TASK DIRECTIONS → This exercise calls for every line of the data below with the string "highway" in it.

Stored items:
▼▼▼

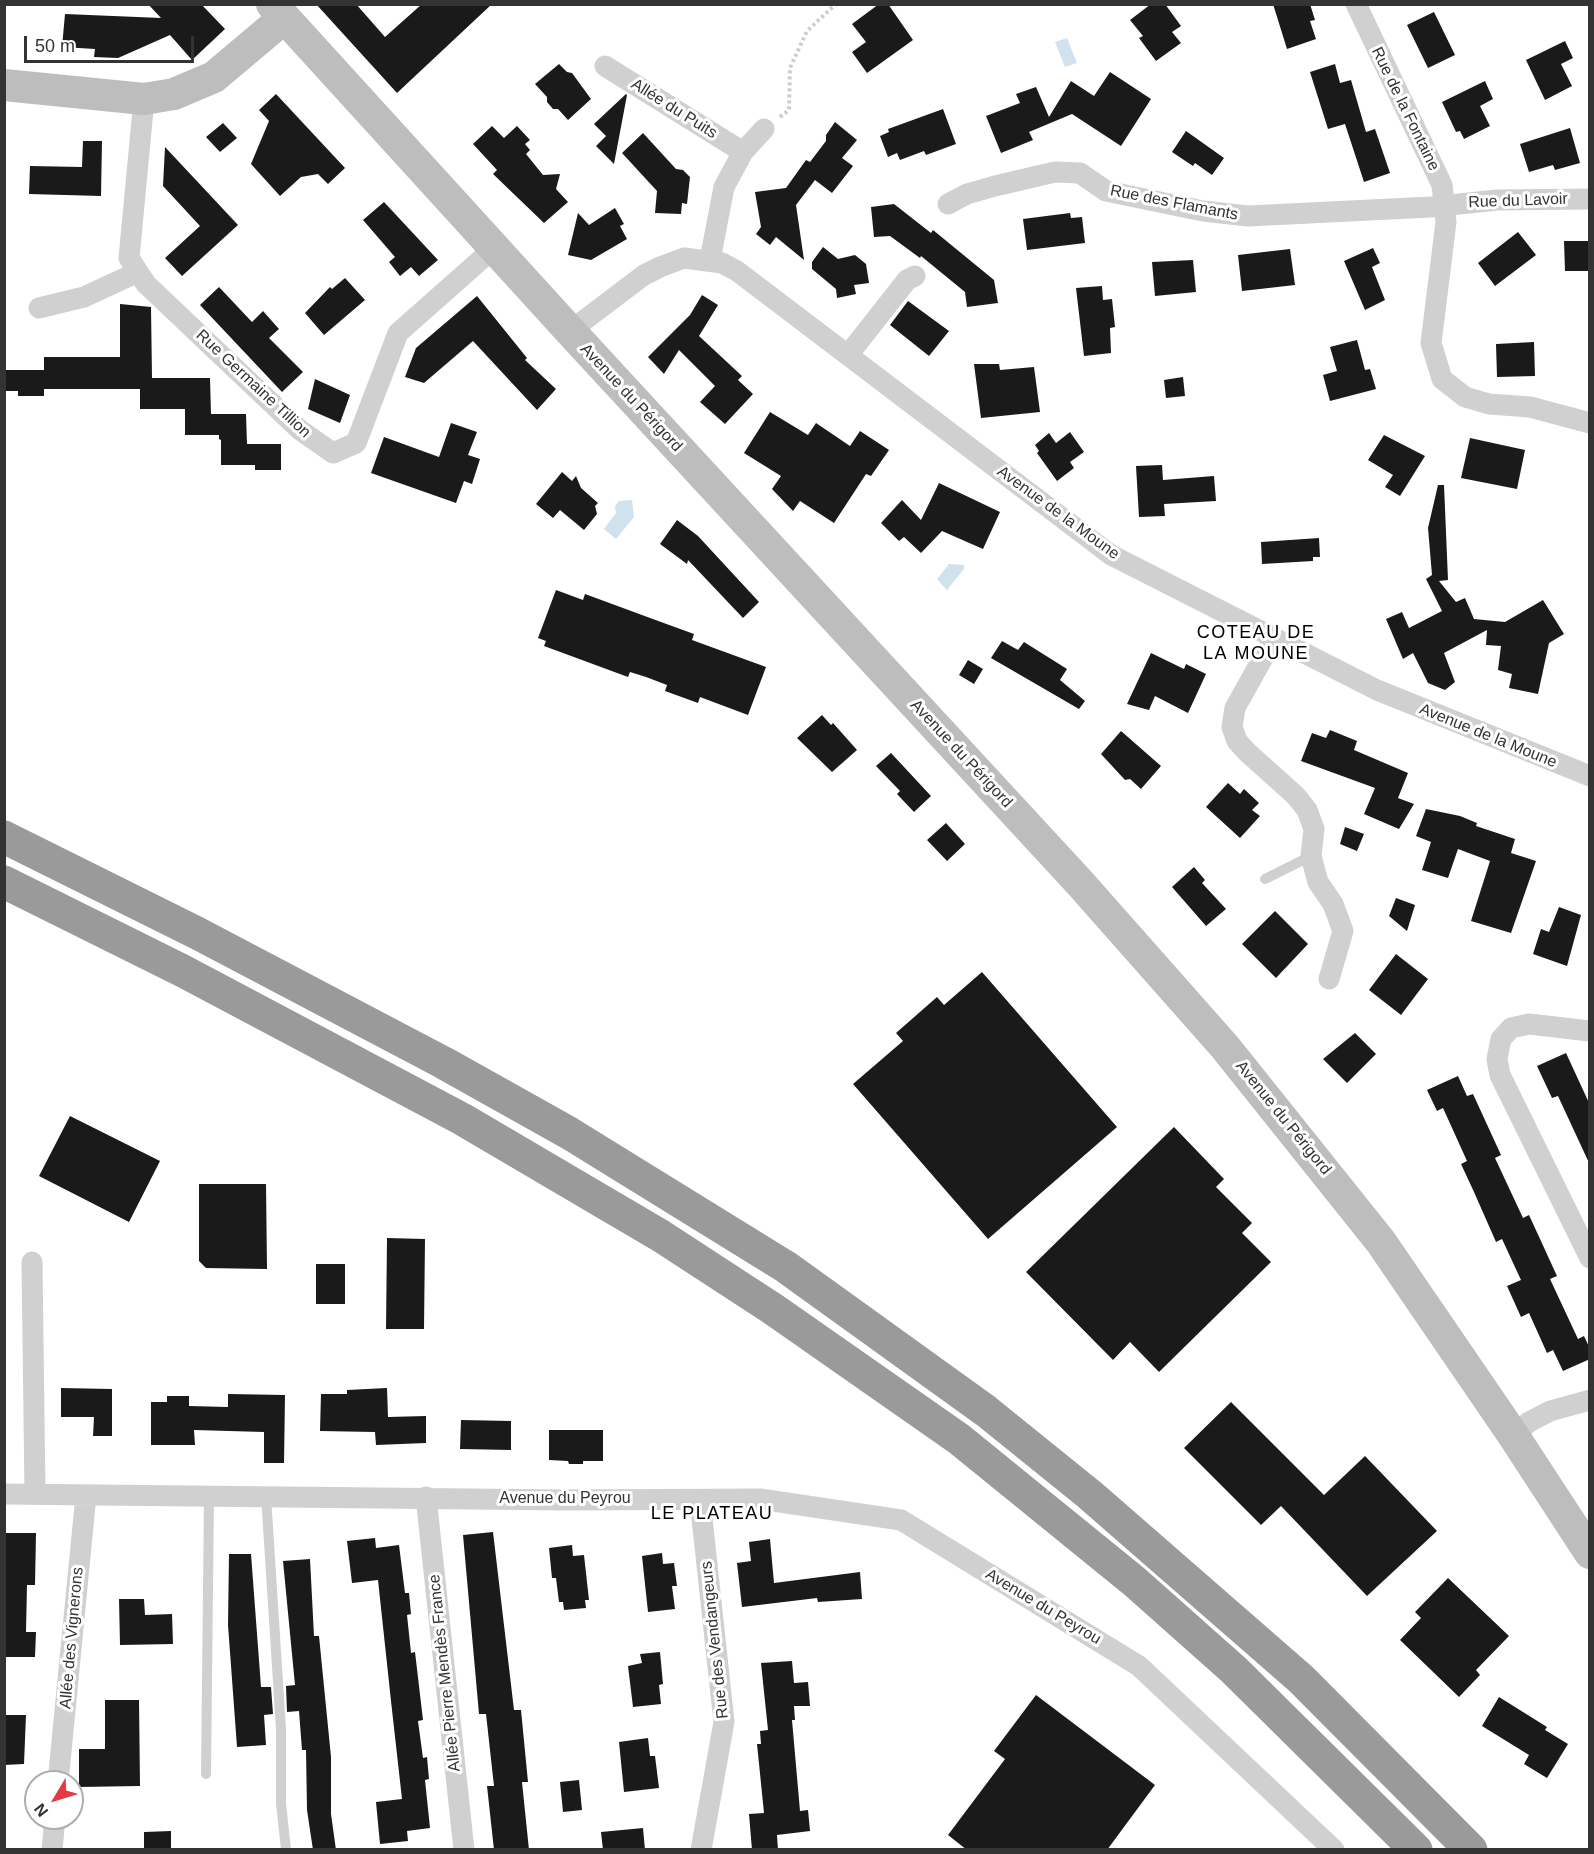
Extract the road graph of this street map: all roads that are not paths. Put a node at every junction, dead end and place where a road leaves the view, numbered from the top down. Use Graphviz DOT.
graph roads {
  1 [pos="1356,4"];
  2 [pos="278,11"];
  3 [pos="605,66"];
  4 [pos="4,85"];
  5 [pos="144,99"];
  6 [pos="764,129"];
  7 [pos="743,152"];
  8 [pos="1590,199"];
  9 [pos="1446,203"];
  10 [pos="948,204"];
  11 [pos="494,248"];
  12 [pos="710,260"];
  13 [pos="138,272"];
  14 [pos="915,276"];
  15 [pos="39,308"];
  16 [pos="570,331"];
  17 [pos="848,355"];
  18 [pos="1590,423"];
  19 [pos="1274,638"];
  20 [pos="1590,776"];
  21 [pos="4,837"];
  22 [pos="1311,856"];
  23 [pos="1265,879"];
  24 [pos="4,882"];
  25 [pos="1329,980"];
  26 [pos="1590,1031"];
  27 [pos="1590,1258"];
  28 [pos="32,1262"];
  29 [pos="1590,1400"];
  30 [pos="1513,1435"];
  31 [pos="4,1494"];
  32 [pos="35,1494"];
  33 [pos="86,1494"];
  34 [pos="209,1496"];
  35 [pos="266,1496"];
  36 [pos="426,1497"];
  37 [pos="700,1500"];
  38 [pos="1590,1553"];
  39 [pos="59,1770"];
  40 [pos="206,1774"];
  41 [pos="54,1830"];
  42 [pos="52,1850"];
  43 [pos="286,1850"];
  44 [pos="464,1850"];
  45 [pos="701,1850"];
  46 [pos="1334,1850"];
  47 [pos="1416,1850"];
  48 [pos="1471,1850"];
  1 -- 9 [label="street, Rue de la Fontaine"];
  2 -- 5 [label="street"];
  2 -- 11 [label="street, Avenue du Périgord"];
  3 -- 7 [label="street, Allée du Puits"];
  4 -- 5 [label="street"];
  5 -- 13 [label="street, Rue Germaine Tillion"];
  6 -- 7 [label="street"];
  7 -- 12 [label="street"];
  8 -- 9 [label="street, Rue du Lavoir"];
  9 -- 10 [label="street, Rue des Flamants"];
  9 -- 18 [label="street, Rue de la Fontaine"];
  11 -- 13 [label="street, Rue Germaine Tillion"];
  11 -- 16 [label="street, Avenue du Périgord"];
  12 -- 16 [label="street, Avenue de la Moune"];
  12 -- 17 [label="street, Avenue de la Moune"];
  13 -- 15 [label="street"];
  14 -- 17 [label="street"];
  16 -- 30 [label="street, Avenue du Périgord"];
  17 -- 19 [label="street, Avenue de la Moune"];
  19 -- 20 [label="street, Avenue de la Moune"];
  19 -- 22 [label="street"];
  21 -- 48 [label="highway"];
  22 -- 23 [label="lane"];
  22 -- 25 [label="street"];
  24 -- 47 [label="highway"];
  26 -- 27 [label="street"];
  28 -- 32 [label="street"];
  29 -- 30 [label="street"];
  30 -- 38 [label="street, Avenue du Périgord"];
  31 -- 32 [label="street, Avenue du Peyrou"];
  32 -- 33 [label="street, Avenue du Peyrou"];
  33 -- 34 [label="street, Avenue du Peyrou"];
  33 -- 39 [label="street, Allée des Vignerons"];
  34 -- 35 [label="street, Avenue du Peyrou"];
  34 -- 40 [label="lane"];
  35 -- 36 [label="street, Avenue du Peyrou"];
  35 -- 43 [label="lane"];
  36 -- 37 [label="street, Avenue du Peyrou"];
  36 -- 44 [label="street, Allée Pierre Mendès France"];
  37 -- 45 [label="street, Rue des Vendangeurs"];
  37 -- 46 [label="street, Avenue du Peyrou"];
  41 -- 42 [label="street"];
}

▲▲▲

EXERCISE RESULT →
  21 -- 48 [label="highway"];
  24 -- 47 [label="highway"];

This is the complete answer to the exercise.